• **Activity**
From the entries that follow, copy each line in which "wrist" appears.

• **Joint position lists**

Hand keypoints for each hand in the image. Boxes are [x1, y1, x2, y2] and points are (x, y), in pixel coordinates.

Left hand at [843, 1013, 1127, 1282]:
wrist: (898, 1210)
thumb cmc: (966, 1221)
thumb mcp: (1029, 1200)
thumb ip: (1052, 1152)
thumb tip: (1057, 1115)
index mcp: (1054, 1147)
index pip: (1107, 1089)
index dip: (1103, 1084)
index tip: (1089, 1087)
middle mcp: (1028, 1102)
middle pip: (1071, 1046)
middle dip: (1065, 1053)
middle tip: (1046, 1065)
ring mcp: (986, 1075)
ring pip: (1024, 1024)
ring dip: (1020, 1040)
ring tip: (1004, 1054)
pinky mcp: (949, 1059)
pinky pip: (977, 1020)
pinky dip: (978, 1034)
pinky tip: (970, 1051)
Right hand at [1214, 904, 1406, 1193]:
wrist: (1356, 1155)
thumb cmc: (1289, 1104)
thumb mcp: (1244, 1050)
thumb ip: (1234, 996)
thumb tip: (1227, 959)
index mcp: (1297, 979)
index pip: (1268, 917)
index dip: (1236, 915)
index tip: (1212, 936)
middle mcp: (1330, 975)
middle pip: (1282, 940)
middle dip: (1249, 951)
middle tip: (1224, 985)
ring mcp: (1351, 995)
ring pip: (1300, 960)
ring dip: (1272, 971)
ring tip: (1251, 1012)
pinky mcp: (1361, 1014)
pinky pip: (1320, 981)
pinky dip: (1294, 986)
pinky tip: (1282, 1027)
==
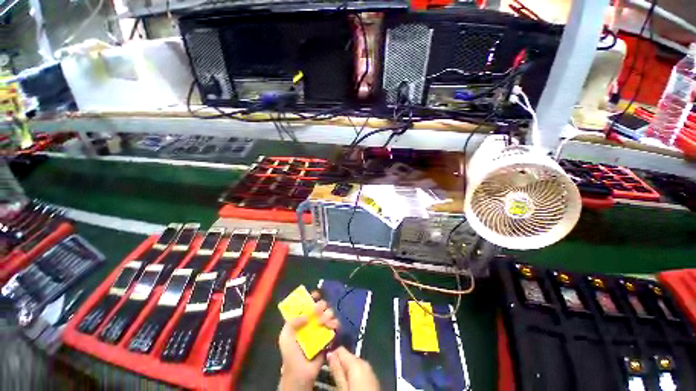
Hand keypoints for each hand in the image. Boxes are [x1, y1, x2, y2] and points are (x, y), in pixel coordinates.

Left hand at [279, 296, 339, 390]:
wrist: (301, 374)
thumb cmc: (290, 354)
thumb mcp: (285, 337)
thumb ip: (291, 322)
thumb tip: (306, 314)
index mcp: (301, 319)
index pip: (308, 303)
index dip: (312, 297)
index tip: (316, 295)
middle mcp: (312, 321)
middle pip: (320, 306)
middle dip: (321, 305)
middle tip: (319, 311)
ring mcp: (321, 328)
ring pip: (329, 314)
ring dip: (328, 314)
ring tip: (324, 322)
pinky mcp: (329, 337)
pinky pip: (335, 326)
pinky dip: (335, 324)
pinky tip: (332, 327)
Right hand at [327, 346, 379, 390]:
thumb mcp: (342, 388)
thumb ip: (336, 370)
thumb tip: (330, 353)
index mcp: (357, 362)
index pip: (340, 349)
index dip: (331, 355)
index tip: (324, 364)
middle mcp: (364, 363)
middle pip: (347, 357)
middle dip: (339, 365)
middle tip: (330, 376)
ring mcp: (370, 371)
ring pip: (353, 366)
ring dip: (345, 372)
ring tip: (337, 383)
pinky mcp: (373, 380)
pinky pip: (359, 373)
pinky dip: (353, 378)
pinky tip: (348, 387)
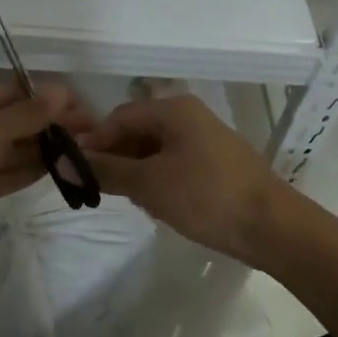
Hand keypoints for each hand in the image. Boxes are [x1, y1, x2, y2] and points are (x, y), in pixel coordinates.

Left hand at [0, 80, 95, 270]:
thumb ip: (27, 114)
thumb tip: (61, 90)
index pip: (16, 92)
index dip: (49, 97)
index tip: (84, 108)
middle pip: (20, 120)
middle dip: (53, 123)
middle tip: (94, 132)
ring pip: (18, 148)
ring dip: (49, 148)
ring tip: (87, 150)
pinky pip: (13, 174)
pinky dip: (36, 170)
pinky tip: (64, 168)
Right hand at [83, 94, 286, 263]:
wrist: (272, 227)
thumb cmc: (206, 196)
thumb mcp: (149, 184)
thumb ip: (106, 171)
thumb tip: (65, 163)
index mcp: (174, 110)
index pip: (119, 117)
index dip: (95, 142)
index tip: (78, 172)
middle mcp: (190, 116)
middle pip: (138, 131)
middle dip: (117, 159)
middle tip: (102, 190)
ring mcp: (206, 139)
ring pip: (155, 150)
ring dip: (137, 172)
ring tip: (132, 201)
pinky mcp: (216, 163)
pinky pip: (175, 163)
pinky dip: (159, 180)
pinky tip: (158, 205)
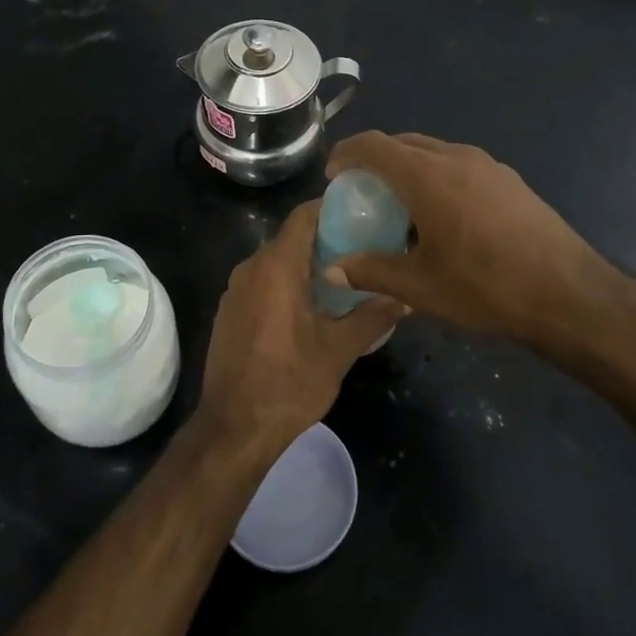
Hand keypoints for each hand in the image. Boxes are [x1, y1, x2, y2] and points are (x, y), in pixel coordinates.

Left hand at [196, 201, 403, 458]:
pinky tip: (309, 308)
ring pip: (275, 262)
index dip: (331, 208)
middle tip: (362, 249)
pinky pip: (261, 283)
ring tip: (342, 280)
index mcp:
==
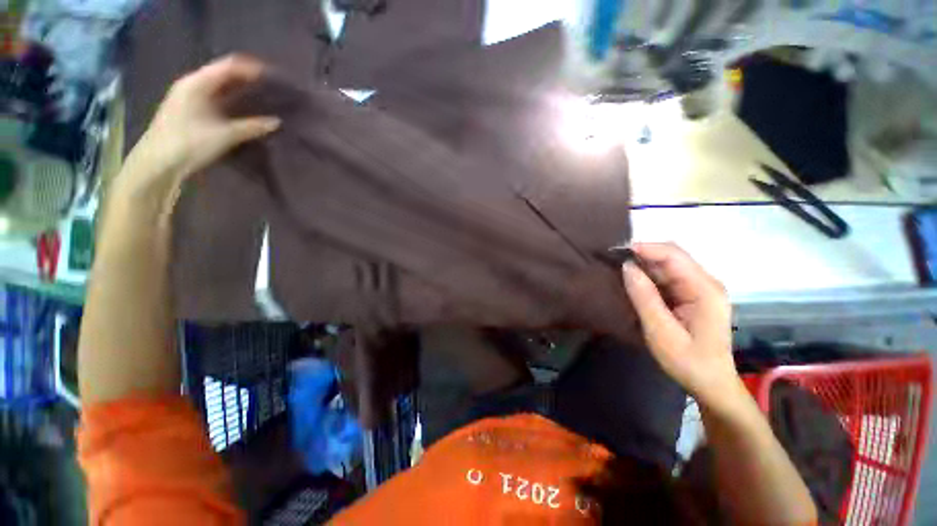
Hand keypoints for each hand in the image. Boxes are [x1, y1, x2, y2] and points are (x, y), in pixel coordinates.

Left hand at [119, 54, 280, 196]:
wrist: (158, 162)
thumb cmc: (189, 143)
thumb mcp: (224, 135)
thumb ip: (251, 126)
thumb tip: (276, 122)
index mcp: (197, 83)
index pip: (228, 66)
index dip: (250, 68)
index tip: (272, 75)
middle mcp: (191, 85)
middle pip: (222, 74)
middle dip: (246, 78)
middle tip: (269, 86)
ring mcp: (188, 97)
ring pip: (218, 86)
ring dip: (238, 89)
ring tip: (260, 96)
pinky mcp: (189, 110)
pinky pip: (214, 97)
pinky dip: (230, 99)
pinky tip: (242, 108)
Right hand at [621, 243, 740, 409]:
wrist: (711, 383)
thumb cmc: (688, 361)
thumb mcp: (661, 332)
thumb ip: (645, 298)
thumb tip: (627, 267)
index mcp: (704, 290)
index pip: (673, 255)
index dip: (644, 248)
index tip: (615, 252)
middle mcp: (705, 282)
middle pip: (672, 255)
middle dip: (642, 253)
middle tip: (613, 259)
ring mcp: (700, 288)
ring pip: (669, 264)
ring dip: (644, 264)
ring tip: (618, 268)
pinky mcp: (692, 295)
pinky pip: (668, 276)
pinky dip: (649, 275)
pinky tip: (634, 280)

• **Result**
wrist: (898, 1210)
wrist: (1356, 1155)
wrist: (301, 374)
wrist: (272, 227)
wrist: (158, 162)
wrist: (711, 383)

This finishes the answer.